I don’t know why, but for my latest performance reports, the start of the month seems slow and then I speed up at the end of the month. This performance report was no exception.
I believe it’s because the approaching deadline for my next performance report makes me put in more work. That way, my performance report looks much better when I finally write it. It’s like how a lot of people begin pursuing their New Year’s resolutions in November.
Anyway, here’s my performance report:
My Content Marketing Success Summit is my primary project from now until the All-Access Pass cart closes. Organizing a summit is a lot of work, and my feelings about the summit change day by day. I’ll go from, “I love this summit,” to “This summit is unbearable!”
If I didn’t set a deadline and a target, I probably wouldn’t be doing the summit. But I set those two things so the fun continues.
The goal is to get over 50 speakers for the summit. Right now I have a little over 20 committed speakers and a little over 10 potential speakers who are interested. I’ve interviewed seven of those speakers already which means I’ve got at least 43 interviews to go.
To get some inspiration and learn at the same time, I watched the video of a conversation between Chandler Bolt and Navid Moazzez.
They talked about Chandler’s summit which got him an extra 30,000 subscribers and over $300,000 in revenue. When I set a target for the number of speakers, I intended on surpassing the number of speakers Chandler had for his summit (it was either 47 or 48).

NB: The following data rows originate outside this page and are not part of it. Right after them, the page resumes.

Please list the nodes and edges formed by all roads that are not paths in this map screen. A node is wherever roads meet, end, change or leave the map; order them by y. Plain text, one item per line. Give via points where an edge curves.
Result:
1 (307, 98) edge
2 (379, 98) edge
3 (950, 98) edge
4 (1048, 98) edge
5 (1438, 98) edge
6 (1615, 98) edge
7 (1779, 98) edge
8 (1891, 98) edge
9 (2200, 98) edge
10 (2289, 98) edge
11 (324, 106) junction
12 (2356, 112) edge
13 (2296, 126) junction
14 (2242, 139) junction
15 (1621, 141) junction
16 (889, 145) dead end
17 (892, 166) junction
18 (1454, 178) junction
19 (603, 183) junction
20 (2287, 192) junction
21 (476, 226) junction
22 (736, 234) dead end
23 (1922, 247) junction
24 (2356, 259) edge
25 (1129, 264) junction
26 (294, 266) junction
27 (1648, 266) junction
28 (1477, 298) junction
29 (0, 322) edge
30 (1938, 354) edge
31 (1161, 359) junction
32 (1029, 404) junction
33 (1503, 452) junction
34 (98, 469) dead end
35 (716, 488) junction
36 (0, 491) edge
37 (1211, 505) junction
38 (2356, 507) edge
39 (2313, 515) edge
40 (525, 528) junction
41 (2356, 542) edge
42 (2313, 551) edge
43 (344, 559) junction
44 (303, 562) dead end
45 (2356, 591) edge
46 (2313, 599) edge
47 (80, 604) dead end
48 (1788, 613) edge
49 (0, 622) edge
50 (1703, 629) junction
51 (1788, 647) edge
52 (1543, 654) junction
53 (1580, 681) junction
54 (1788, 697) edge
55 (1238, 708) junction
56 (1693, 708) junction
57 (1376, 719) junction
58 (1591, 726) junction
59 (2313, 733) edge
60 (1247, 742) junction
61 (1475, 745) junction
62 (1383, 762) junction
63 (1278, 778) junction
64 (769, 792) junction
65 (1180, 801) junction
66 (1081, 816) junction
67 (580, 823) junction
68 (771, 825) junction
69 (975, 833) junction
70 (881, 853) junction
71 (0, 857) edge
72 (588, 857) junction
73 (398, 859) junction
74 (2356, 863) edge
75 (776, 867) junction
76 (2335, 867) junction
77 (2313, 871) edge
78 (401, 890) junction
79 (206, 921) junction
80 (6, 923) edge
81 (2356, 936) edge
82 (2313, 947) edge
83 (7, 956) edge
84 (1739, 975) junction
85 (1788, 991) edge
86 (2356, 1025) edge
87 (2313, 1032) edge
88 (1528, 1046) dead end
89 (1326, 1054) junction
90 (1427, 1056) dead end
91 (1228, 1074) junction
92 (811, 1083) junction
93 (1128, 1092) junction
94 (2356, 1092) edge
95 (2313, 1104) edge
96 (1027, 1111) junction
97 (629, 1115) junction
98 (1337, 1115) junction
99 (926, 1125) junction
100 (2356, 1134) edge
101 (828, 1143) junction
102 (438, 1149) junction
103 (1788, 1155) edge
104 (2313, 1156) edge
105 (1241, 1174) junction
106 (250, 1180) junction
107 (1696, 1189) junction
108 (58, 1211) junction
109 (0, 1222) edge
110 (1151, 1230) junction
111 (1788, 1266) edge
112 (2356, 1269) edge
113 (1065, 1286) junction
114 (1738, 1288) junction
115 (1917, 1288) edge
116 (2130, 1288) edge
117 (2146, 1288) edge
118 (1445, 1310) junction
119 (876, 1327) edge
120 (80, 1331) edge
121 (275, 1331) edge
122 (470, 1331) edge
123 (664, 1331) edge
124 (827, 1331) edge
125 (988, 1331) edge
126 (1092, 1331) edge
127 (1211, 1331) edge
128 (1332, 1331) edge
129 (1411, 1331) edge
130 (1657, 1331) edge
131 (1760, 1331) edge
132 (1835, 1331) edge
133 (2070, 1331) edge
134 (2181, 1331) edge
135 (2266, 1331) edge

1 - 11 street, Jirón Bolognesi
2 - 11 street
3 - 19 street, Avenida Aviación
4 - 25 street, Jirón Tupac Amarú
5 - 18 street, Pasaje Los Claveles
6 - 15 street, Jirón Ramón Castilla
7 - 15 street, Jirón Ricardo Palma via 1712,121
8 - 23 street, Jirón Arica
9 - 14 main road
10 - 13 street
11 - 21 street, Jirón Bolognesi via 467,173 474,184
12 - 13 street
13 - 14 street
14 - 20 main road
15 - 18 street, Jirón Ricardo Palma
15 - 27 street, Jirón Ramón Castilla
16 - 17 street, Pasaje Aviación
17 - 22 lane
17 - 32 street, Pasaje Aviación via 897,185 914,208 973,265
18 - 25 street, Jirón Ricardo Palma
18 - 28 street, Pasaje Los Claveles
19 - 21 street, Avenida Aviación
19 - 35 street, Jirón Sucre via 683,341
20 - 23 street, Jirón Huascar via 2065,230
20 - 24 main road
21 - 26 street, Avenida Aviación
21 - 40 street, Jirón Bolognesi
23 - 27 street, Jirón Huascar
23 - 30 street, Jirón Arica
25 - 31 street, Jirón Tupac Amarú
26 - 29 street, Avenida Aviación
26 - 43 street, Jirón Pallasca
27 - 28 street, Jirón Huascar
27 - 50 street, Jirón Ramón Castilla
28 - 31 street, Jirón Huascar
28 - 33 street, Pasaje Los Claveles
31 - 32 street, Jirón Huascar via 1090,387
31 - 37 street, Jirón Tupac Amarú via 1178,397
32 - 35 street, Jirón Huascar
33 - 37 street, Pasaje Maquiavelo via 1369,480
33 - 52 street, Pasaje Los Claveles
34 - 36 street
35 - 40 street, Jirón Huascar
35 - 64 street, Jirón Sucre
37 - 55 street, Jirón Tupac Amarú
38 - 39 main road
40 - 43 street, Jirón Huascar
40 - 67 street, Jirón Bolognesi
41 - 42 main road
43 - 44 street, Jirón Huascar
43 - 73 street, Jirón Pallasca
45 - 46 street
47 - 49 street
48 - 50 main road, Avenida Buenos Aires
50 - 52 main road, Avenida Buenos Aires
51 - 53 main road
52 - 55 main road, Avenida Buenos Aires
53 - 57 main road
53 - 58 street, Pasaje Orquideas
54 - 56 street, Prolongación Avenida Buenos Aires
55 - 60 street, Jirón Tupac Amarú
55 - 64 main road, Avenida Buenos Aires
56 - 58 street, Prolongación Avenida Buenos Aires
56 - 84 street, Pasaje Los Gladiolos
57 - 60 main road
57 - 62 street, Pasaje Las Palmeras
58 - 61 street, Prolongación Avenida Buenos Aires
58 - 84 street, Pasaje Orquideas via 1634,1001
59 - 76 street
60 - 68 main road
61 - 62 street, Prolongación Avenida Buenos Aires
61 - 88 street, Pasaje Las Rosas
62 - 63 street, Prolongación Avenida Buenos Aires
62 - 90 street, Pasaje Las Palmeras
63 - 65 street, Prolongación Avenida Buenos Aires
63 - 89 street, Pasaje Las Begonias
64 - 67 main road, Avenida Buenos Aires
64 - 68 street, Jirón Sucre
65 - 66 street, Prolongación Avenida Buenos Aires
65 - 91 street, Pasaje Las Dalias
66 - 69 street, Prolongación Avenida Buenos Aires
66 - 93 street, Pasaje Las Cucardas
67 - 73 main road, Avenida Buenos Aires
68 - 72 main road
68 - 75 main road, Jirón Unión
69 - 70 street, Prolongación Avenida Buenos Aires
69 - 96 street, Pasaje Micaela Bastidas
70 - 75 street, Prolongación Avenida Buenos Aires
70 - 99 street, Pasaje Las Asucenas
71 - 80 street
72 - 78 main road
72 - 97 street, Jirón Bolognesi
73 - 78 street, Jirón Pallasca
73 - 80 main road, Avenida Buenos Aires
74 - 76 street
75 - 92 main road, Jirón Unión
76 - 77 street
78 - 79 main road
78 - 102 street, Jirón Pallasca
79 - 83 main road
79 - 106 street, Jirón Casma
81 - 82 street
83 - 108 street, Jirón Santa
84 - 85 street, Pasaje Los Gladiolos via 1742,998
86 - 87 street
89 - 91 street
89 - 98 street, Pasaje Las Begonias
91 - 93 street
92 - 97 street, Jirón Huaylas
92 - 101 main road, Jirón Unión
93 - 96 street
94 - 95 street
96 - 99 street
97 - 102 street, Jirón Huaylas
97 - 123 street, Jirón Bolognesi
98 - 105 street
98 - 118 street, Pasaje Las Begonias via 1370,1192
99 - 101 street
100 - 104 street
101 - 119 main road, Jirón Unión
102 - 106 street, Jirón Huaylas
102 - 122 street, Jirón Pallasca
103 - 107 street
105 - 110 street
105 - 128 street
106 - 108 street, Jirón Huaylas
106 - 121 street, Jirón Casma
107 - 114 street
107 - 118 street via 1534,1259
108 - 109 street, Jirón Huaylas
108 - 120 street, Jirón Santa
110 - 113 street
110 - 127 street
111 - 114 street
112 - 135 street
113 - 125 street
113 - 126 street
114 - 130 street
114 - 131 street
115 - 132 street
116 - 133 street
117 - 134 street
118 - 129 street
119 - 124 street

Here are some important things I got from the video. If you want to organize your own summit, these points are important for you:
Chandler carved out two weeks of his calendar to interview almost every speaker
He only had about two months of preparation
As you get more speakers on your summit, you can use those speakers’ credibility to land more speakers
The hardest part is setting up the autoresponder, getting the landing page to convert well, and basically everything that you have to do about two weeks before the summit
Summits are so much work, but they are so worth it when you’re finished and get to look at the results.
My mom got a speaking engagement at Tennessee and my brother and I got to go with her. We arrived at Tennessee early enough to do some sightseeing. We went to the Country Music Hall of Fame, the Grand Ole Opry, and other fun places.
This trip was great for me because it allowed me to connect with music in a new way. If you saw my YouTube video on my New Year’s resolutions, you’ll know that music was an important one for me. I’ve played the piano almost every day since getting home from Nashville. I might start playing the guitar soon.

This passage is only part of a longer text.